Networks can be evaluated at multiple levels in bone. Functional (i.e., compensatory) relationships among bone traits give rise to a network of variable sets of trait interactions that play a critical role in determining normal mechanical function. However, little is known about the nature of these interactions in the context of genetic variants affecting skeletal size and quality, which are key determinants of bone functionality and fracture susceptibility. Biological co-adaptation of morphologic and compositional bone traits has been shown to explain fracture susceptibility in long bones. However, most fractures typically occur in metaphyseal regions such as the distal radius, proximal femur, and vertebral body. It is not known whether similar co-adaptive mechanisms exist in more complex corticocancellous sites. Corticocancellous structures also can be regarded as a connected network of cortical and trabecular elements capable of transferring mechanical loads. Although traditional measures of cortical and trabecular bone adequately characterize the phenotypes of each bone type, knowledge of the trait values themselves does not fully reveal how function is established for each genotype. We developed novel traits based on percolation theory, which is an analytical tool that is widely used to quantify the topology of complex networks such as neurons, to quantify the architecture of the vertebral body in an integrative way.

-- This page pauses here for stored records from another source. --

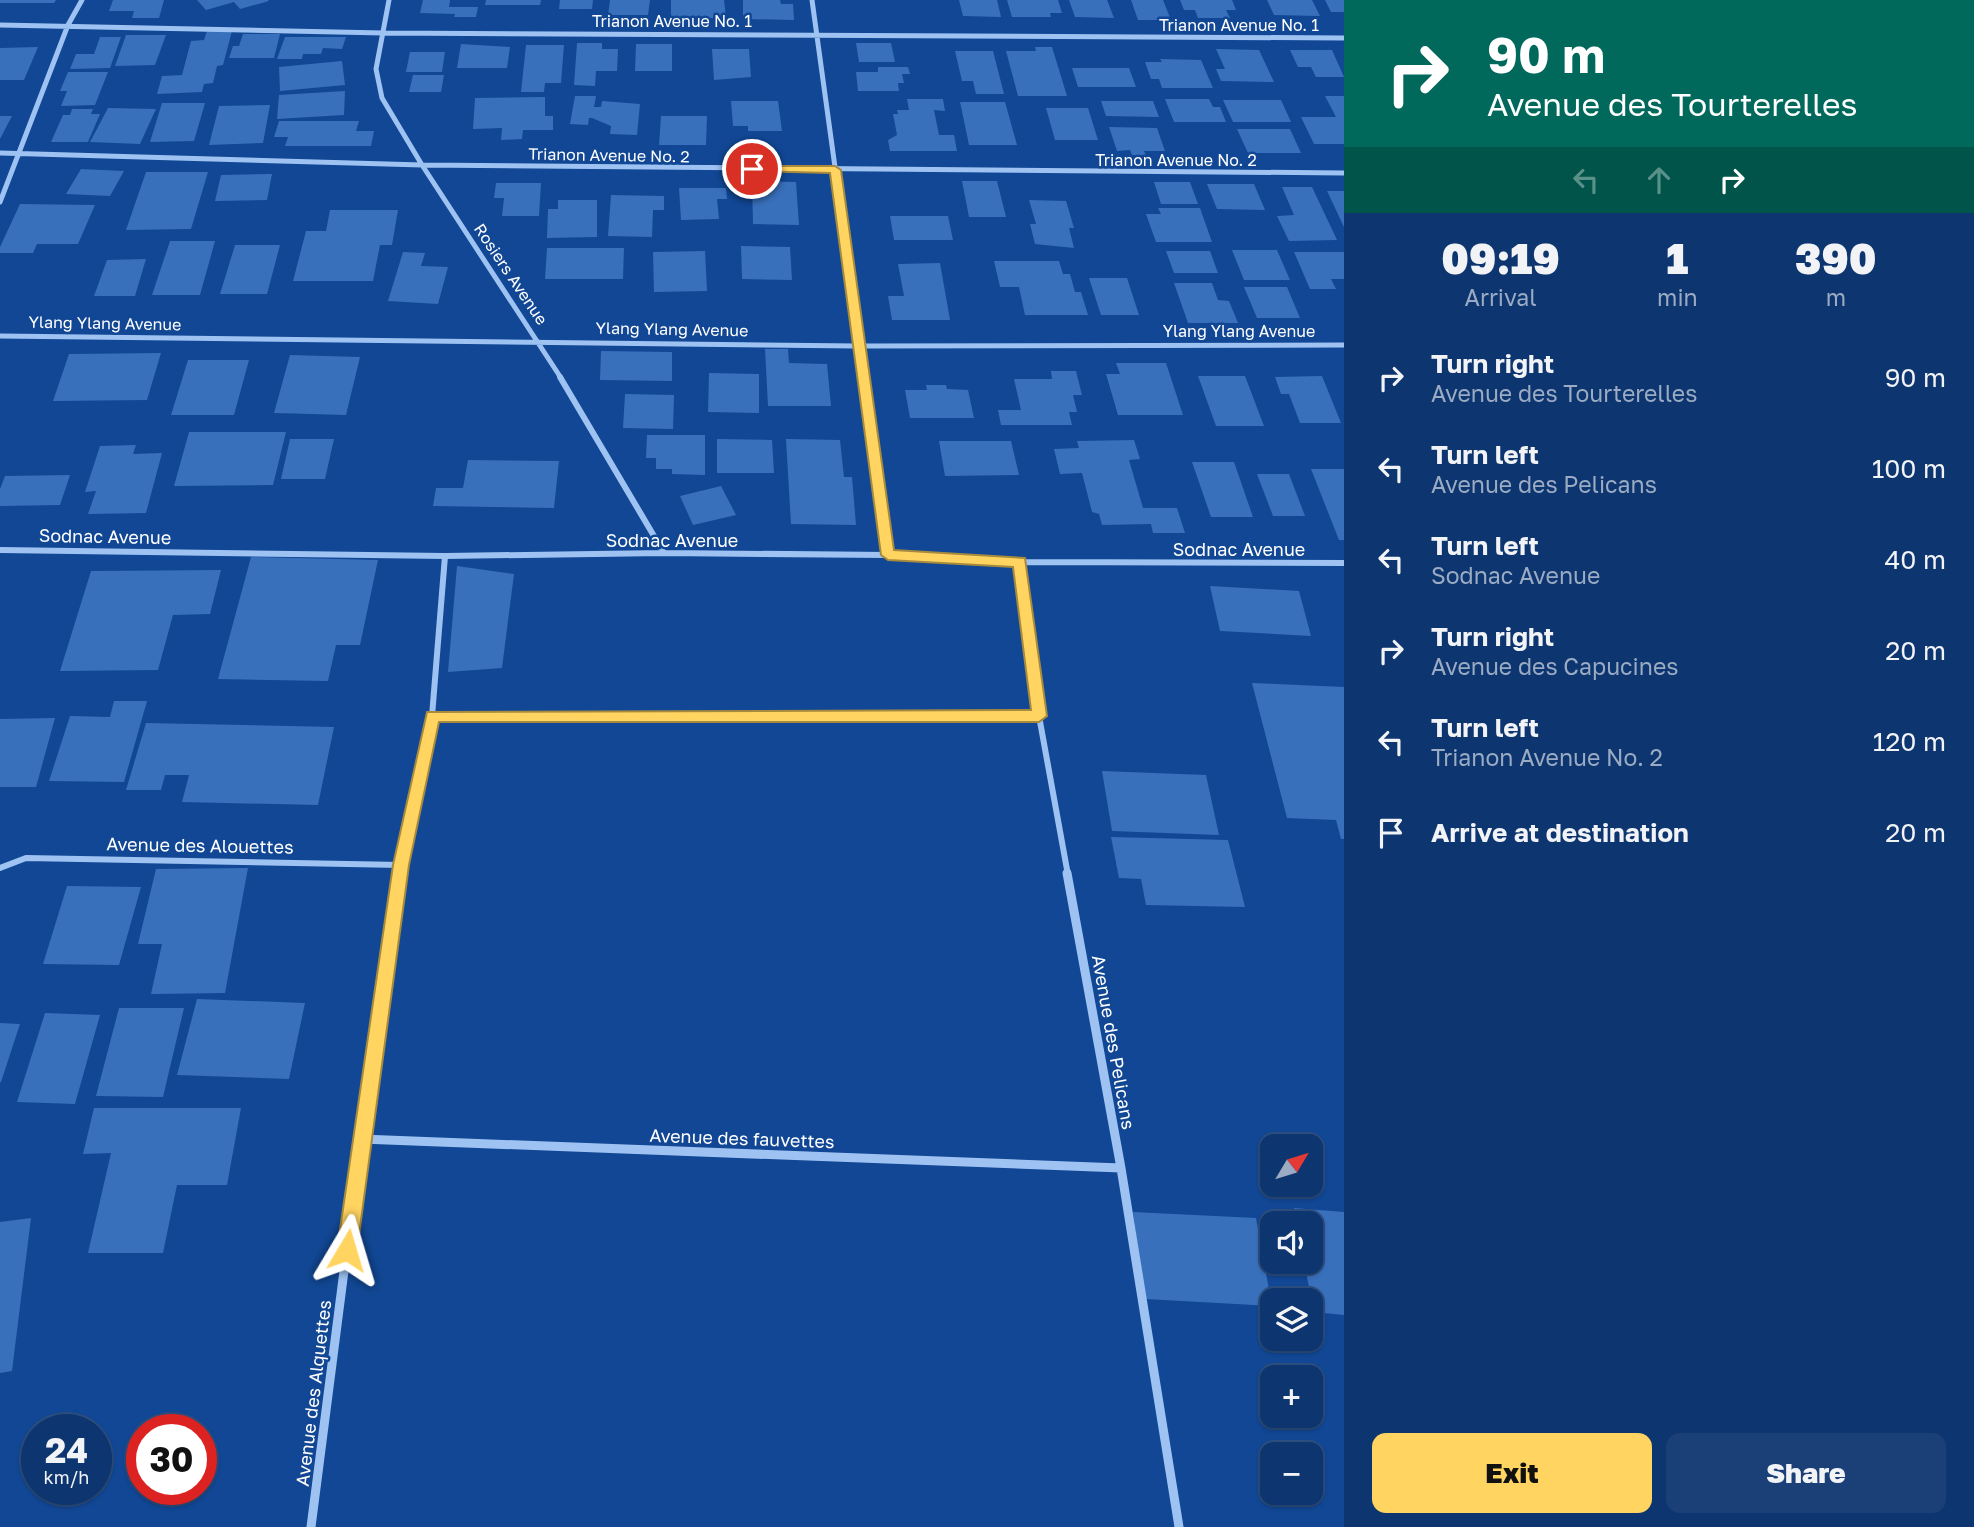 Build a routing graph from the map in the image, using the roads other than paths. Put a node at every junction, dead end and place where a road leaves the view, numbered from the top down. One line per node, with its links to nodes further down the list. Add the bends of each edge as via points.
1 (82, 0): 5 (street)
2 (389, 0): 6 (street, Rosiers Avenue)
3 (811, 0): 7 (street)
4 (0, 25): 5 (street, Trianon Avenue No. 1)
5 (68, 25): 6 (street, Trianon Avenue No. 1); 10 (street)
6 (383, 33): 7 (street, Trianon Avenue No. 1); 11 (street, Rosiers Avenue, via 376,69 382,98)
7 (817, 34): 8 (street, Trianon Avenue No. 1); 12 (street)
8 (1344, 37)
9 (0, 153): 10 (street, Trianon Avenue No. 2)
10 (19, 153): 11 (street, Trianon Avenue No. 2); 14 (street)
11 (422, 166): 12 (street, Trianon Avenue No. 2); 16 (street, Rosiers Avenue)
12 (835, 170): 13 (street, Trianon Avenue No. 2); 18 (street)
13 (1344, 173)
14 (0, 202)
15 (0, 336): 16 (street, Ylang Ylang Avenue)
16 (539, 341): 18 (street, Ylang Ylang Avenue); 20 (street, Rosiers Avenue)
17 (1344, 345): 18 (street, Ylang Ylang Avenue)
18 (857, 346): 21 (street)
19 (0, 550): 22 (street, Sodnac Avenue)
20 (664, 553): 21 (street, Sodnac Avenue); 22 (street, Sodnac Avenue)
21 (888, 555): 23 (street, Sodnac Avenue)
22 (445, 556): 25 (street, Avenue des Alquettes)
23 (1020, 562): 24 (street, Sodnac Avenue); 26 (street, Avenue des Pelicans)
24 (1344, 563)
25 (432, 716): 26 (street); 27 (street, Avenue des Alquettes)
26 (1039, 716): 30 (street, Avenue des Pelicans)
27 (401, 865): 28 (street, Avenue des Alouettes, via 26,858); 29 (street, Avenue des Alquettes)
28 (0, 868)
29 (362, 1139): 30 (street, Avenue des fauvettes); 31 (street, Avenue des Alquettes)
30 (1121, 1168): 32 (street, Avenue des Pelicans)
31 (311, 1527)
32 (1179, 1527) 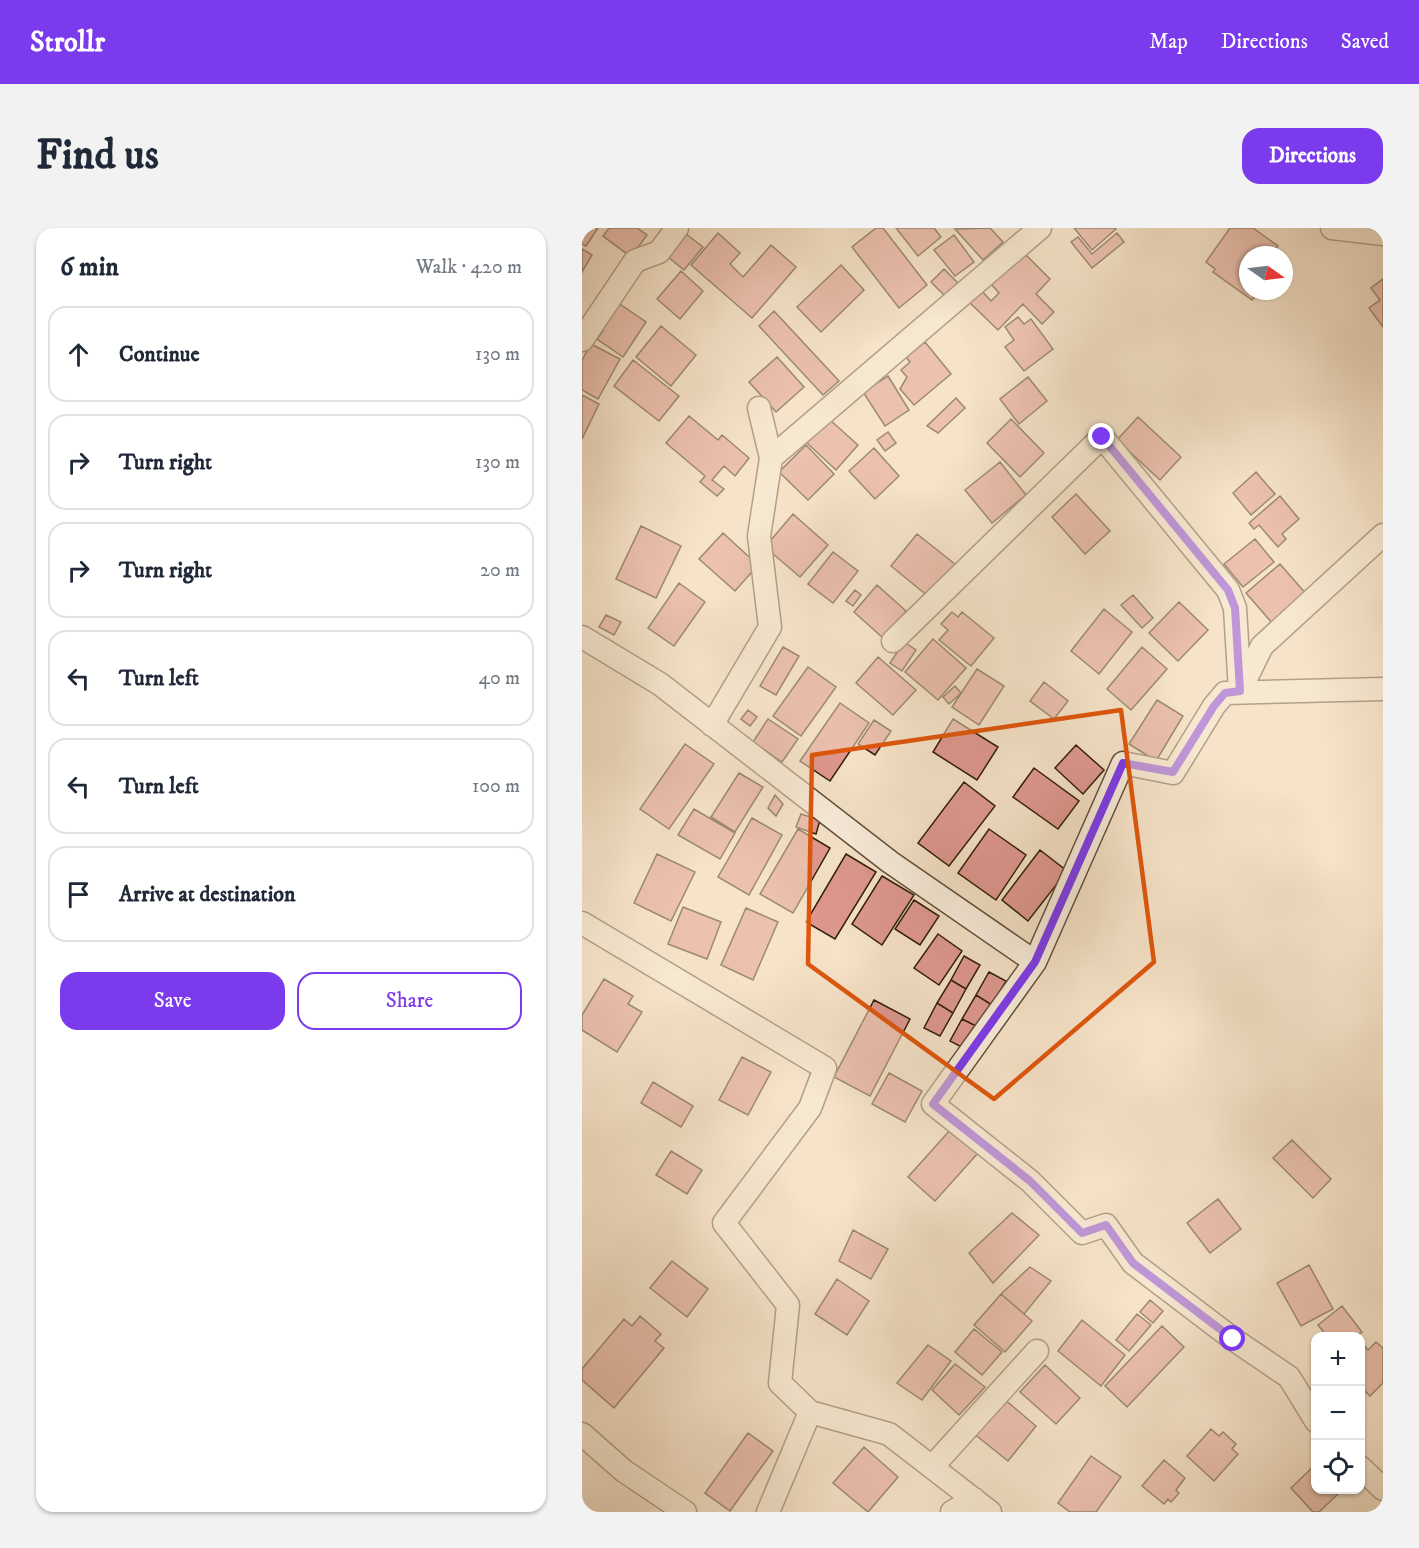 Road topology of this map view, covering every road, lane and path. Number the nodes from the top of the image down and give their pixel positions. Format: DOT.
graph roads {
  1 [pos="677,228"];
  2 [pos="1040,228"];
  3 [pos="1332,228"];
  4 [pos="1383,234"];
  5 [pos="582,340"];
  6 [pos="759,408"];
  7 [pos="771,458"];
  8 [pos="1383,535"];
  9 [pos="893,640"];
  10 [pos="584,646"];
  11 [pos="1383,689"];
  12 [pos="1240,691"];
  13 [pos="712,725"];
  14 [pos="582,923"];
  15 [pos="1035,962"];
  16 [pos="1037,1351"];
  17 [pos="810,1412"];
  18 [pos="1311,1413"];
  19 [pos="582,1434"];
  20 [pos="932,1467"];
  21 [pos="1365,1472"];
  22 [pos="1383,1490"];
  23 [pos="982,1506"];
  24 [pos="685,1512"];
  25 [pos="768,1512"];
  26 [pos="952,1512"];
  1 -- 5 [label="street"];
  2 -- 7 [label="street"];
  3 -- 4 [label="street"];
  6 -- 7 [label="street"];
  7 -- 13 [label="street"];
  8 -- 12 [label="street"];
  9 -- 12 [label="street"];
  10 -- 13 [label="street"];
  11 -- 12 [label="street"];
  12 -- 15 [label="street"];
  13 -- 15 [label="street"];
  14 -- 17 [label="street"];
  15 -- 18 [label="street"];
  16 -- 20 [label="street"];
  17 -- 20 [label="street"];
  17 -- 25 [label="street"];
  19 -- 24 [label="street"];
  20 -- 23 [label="street"];
  21 -- 22 [label="street"];
  23 -- 26 [label="street"];
} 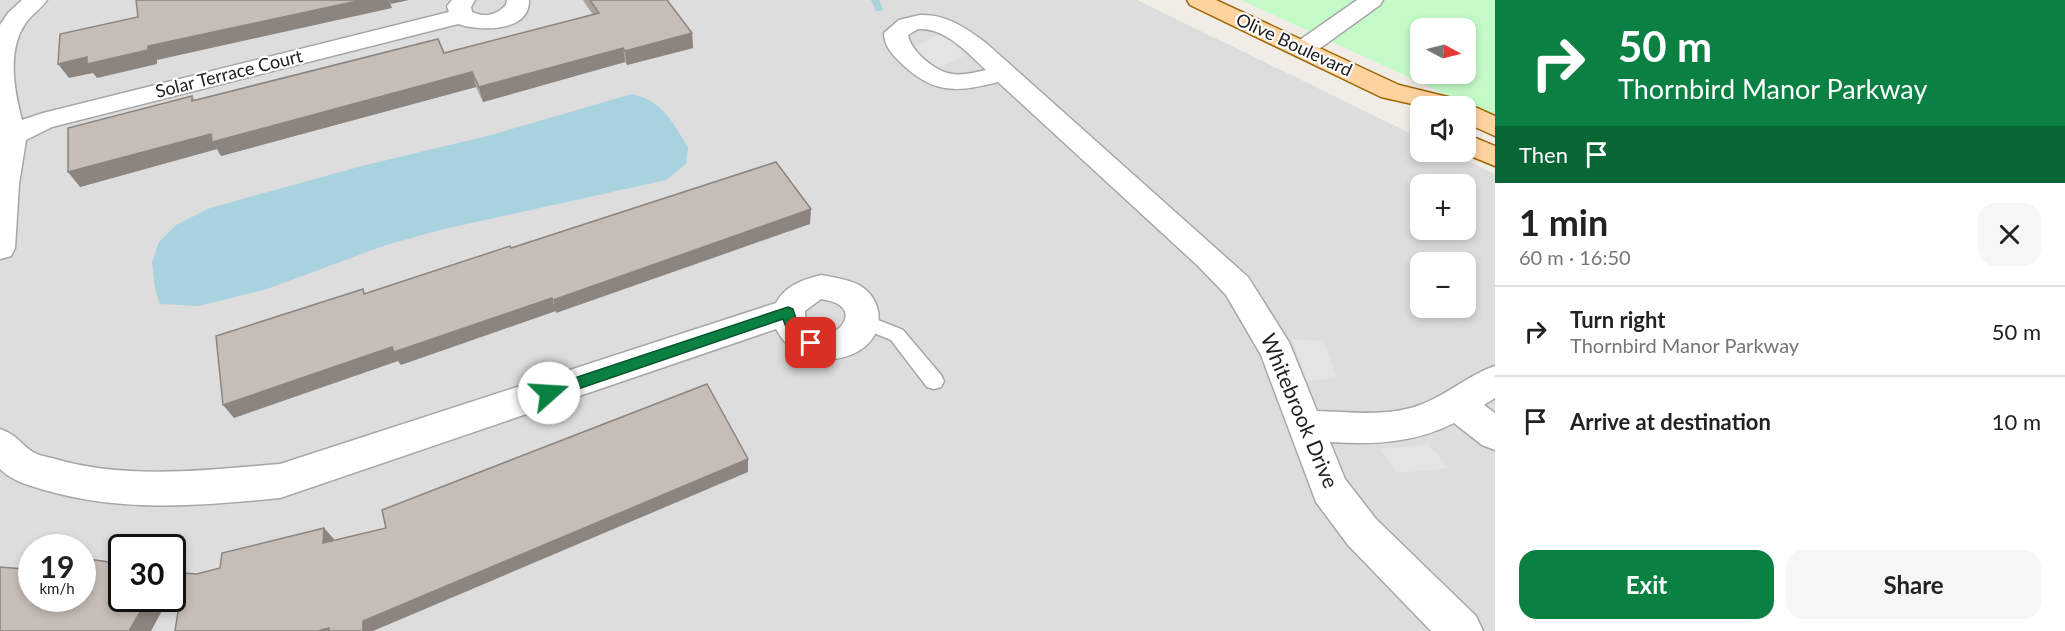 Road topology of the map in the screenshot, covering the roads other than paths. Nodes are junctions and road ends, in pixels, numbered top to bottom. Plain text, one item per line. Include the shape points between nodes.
1 (36, 0) edge
2 (518, 0) edge
3 (1198, 0) edge
4 (1372, 0) edge
5 (463, 8) edge
6 (1303, 49) junction
7 (1003, 73) dead end
8 (1390, 91) junction
9 (1410, 96) edge
10 (1410, 109) edge
11 (1476, 118) edge
12 (1495, 127) edge
13 (6, 138) edge
14 (1476, 147) edge
15 (1495, 157) edge
16 (0, 248) edge
17 (788, 312) junction
18 (863, 321) junction
19 (1495, 380) edge
20 (934, 381) dead end
21 (1456, 404) junction
22 (1305, 426) junction
23 (1495, 434) edge
24 (0, 445) edge
25 (1461, 631) edge

1 - 13 street via 16,18 3,41
2 - 5 street, Solar Terrace Court via 516,11 493,22 474,22
3 - 6 main road, Olive Boulevard
4 - 6 street
5 - 13 street, Solar Terrace Court via 43,122
6 - 8 main road, Olive Boulevard
7 - 22 street, Whitebrook Drive via 1237,286 1277,352
8 - 9 main road, Olive Boulevard
8 - 10 main road, Olive Boulevard
11 - 12 main road
13 - 16 street
14 - 15 main road
17 - 18 street via 798,295 833,288 855,299
17 - 18 street via 793,331 823,346 856,336
17 - 24 street via 280,481 181,488 76,482 22,466
18 - 20 lane via 897,335
19 - 21 street
21 - 22 street via 1412,423
21 - 23 street
22 - 25 street, Whitebrook Drive via 1330,490 1362,532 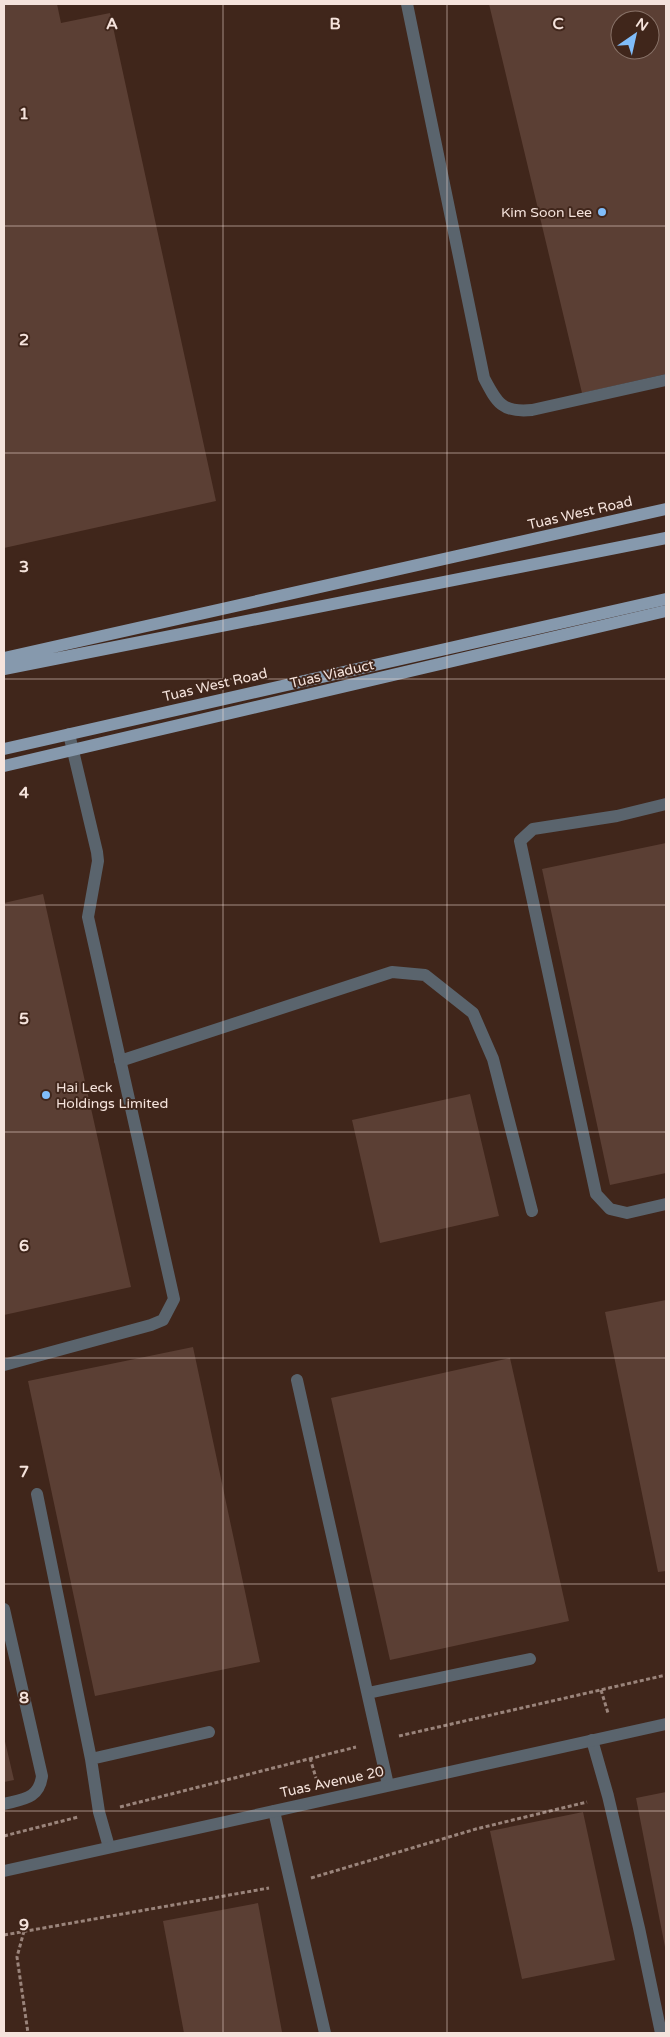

There is growing evidence indicating that sets of interdependent morphologic and compositional traits, in addition to BMD, provide more accurate predictions of fracture risk. Improved understanding of the biological processes that contribute to these functional interactions may provide a novel approach to identifying sets of traits that better predict fracture risk. The goal of this study was to test whether trabecular, cortical, and compositional bone traits are functionally related, as this would imply there is a strong biological process in bone that co-adapts traits in corticocancellous structures. We postulate that the cortical and trabecular bone traits will co-vary with matrix composition contributing to bone stiffness and strength.